Set down every entry once more, exactly as it appears.

▸ **Saved entries**:
● ● ● ● ● ● ●

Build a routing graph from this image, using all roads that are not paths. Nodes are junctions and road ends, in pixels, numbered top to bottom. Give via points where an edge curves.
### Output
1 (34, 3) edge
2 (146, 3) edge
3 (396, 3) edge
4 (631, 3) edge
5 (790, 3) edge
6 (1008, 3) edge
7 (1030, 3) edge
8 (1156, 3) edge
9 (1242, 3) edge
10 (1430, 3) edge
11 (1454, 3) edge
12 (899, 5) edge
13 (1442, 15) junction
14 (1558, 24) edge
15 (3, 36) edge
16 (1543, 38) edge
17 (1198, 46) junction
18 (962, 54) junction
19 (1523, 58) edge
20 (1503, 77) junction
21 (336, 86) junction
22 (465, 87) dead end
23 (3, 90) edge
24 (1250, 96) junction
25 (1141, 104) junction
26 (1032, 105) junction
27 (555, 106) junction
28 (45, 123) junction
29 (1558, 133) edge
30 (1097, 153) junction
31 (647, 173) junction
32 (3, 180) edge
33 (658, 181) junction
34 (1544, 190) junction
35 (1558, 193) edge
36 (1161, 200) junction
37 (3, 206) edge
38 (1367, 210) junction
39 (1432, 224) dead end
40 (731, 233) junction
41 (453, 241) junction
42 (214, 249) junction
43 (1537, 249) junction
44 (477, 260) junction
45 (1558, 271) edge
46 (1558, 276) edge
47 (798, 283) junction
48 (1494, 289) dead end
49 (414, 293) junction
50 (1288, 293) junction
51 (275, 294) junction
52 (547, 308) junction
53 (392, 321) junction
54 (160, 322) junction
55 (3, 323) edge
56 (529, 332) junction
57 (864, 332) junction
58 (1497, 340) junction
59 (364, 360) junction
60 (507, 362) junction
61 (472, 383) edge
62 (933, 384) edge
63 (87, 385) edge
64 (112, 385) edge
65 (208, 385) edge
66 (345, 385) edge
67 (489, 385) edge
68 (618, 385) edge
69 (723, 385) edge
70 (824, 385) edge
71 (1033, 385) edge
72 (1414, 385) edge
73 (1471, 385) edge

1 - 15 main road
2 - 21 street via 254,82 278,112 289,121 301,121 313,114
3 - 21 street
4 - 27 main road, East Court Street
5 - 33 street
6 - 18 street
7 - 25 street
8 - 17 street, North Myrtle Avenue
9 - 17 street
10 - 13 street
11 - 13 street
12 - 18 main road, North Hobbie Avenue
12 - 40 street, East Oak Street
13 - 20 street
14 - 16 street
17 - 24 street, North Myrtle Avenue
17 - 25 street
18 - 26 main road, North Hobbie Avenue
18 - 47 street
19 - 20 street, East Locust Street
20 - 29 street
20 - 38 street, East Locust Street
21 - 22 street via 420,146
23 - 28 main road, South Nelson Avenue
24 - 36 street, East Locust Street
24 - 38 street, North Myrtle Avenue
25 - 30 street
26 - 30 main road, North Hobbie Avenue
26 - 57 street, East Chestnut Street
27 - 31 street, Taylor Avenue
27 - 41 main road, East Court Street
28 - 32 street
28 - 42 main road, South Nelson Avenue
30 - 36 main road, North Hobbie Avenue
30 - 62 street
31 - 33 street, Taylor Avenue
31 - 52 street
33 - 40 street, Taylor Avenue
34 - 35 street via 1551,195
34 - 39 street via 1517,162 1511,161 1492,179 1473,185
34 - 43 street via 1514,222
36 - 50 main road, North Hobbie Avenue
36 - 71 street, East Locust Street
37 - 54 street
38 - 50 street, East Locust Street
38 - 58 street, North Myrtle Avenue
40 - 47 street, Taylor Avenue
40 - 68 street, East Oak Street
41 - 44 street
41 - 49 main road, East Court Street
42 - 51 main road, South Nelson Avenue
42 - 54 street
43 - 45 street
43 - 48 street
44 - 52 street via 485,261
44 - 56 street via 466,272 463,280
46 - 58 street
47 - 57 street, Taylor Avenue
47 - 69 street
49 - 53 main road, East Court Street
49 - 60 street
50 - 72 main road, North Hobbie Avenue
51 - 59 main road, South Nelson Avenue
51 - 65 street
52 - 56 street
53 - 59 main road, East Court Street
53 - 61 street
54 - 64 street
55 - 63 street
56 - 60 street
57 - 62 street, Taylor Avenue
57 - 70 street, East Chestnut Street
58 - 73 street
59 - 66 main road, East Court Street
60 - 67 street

● ● ● ● ● ● ●

▸ **Exercise result**:
Build a routing graph from this image, using all roads that are not paths. Nodes are junctions and road ends, in pixels, numbered top to bottom. Give via points where an edge curves.
### Output
1 (34, 3) edge
2 (146, 3) edge
3 (396, 3) edge
4 (631, 3) edge
5 (790, 3) edge
6 (1008, 3) edge
7 (1030, 3) edge
8 (1156, 3) edge
9 (1242, 3) edge
10 (1430, 3) edge
11 (1454, 3) edge
12 (899, 5) edge
13 (1442, 15) junction
14 (1558, 24) edge
15 (3, 36) edge
16 (1543, 38) edge
17 (1198, 46) junction
18 (962, 54) junction
19 (1523, 58) edge
20 (1503, 77) junction
21 (336, 86) junction
22 (465, 87) dead end
23 (3, 90) edge
24 (1250, 96) junction
25 (1141, 104) junction
26 (1032, 105) junction
27 (555, 106) junction
28 (45, 123) junction
29 (1558, 133) edge
30 (1097, 153) junction
31 (647, 173) junction
32 (3, 180) edge
33 (658, 181) junction
34 (1544, 190) junction
35 (1558, 193) edge
36 (1161, 200) junction
37 (3, 206) edge
38 (1367, 210) junction
39 (1432, 224) dead end
40 (731, 233) junction
41 (453, 241) junction
42 (214, 249) junction
43 (1537, 249) junction
44 (477, 260) junction
45 (1558, 271) edge
46 (1558, 276) edge
47 (798, 283) junction
48 (1494, 289) dead end
49 (414, 293) junction
50 (1288, 293) junction
51 (275, 294) junction
52 (547, 308) junction
53 (392, 321) junction
54 (160, 322) junction
55 (3, 323) edge
56 (529, 332) junction
57 (864, 332) junction
58 (1497, 340) junction
59 (364, 360) junction
60 (507, 362) junction
61 (472, 383) edge
62 (933, 384) edge
63 (87, 385) edge
64 (112, 385) edge
65 (208, 385) edge
66 (345, 385) edge
67 (489, 385) edge
68 (618, 385) edge
69 (723, 385) edge
70 (824, 385) edge
71 (1033, 385) edge
72 (1414, 385) edge
73 (1471, 385) edge

1 - 15 main road
2 - 21 street via 254,82 278,112 289,121 301,121 313,114
3 - 21 street
4 - 27 main road, East Court Street
5 - 33 street
6 - 18 street
7 - 25 street
8 - 17 street, North Myrtle Avenue
9 - 17 street
10 - 13 street
11 - 13 street
12 - 18 main road, North Hobbie Avenue
12 - 40 street, East Oak Street
13 - 20 street
14 - 16 street
17 - 24 street, North Myrtle Avenue
17 - 25 street
18 - 26 main road, North Hobbie Avenue
18 - 47 street
19 - 20 street, East Locust Street
20 - 29 street
20 - 38 street, East Locust Street
21 - 22 street via 420,146
23 - 28 main road, South Nelson Avenue
24 - 36 street, East Locust Street
24 - 38 street, North Myrtle Avenue
25 - 30 street
26 - 30 main road, North Hobbie Avenue
26 - 57 street, East Chestnut Street
27 - 31 street, Taylor Avenue
27 - 41 main road, East Court Street
28 - 32 street
28 - 42 main road, South Nelson Avenue
30 - 36 main road, North Hobbie Avenue
30 - 62 street
31 - 33 street, Taylor Avenue
31 - 52 street
33 - 40 street, Taylor Avenue
34 - 35 street via 1551,195
34 - 39 street via 1517,162 1511,161 1492,179 1473,185
34 - 43 street via 1514,222
36 - 50 main road, North Hobbie Avenue
36 - 71 street, East Locust Street
37 - 54 street
38 - 50 street, East Locust Street
38 - 58 street, North Myrtle Avenue
40 - 47 street, Taylor Avenue
40 - 68 street, East Oak Street
41 - 44 street
41 - 49 main road, East Court Street
42 - 51 main road, South Nelson Avenue
42 - 54 street
43 - 45 street
43 - 48 street
44 - 52 street via 485,261
44 - 56 street via 466,272 463,280
46 - 58 street
47 - 57 street, Taylor Avenue
47 - 69 street
49 - 53 main road, East Court Street
49 - 60 street
50 - 72 main road, North Hobbie Avenue
51 - 59 main road, South Nelson Avenue
51 - 65 street
52 - 56 street
53 - 59 main road, East Court Street
53 - 61 street
54 - 64 street
55 - 63 street
56 - 60 street
57 - 62 street, Taylor Avenue
57 - 70 street, East Chestnut Street
58 - 73 street
59 - 66 main road, East Court Street
60 - 67 street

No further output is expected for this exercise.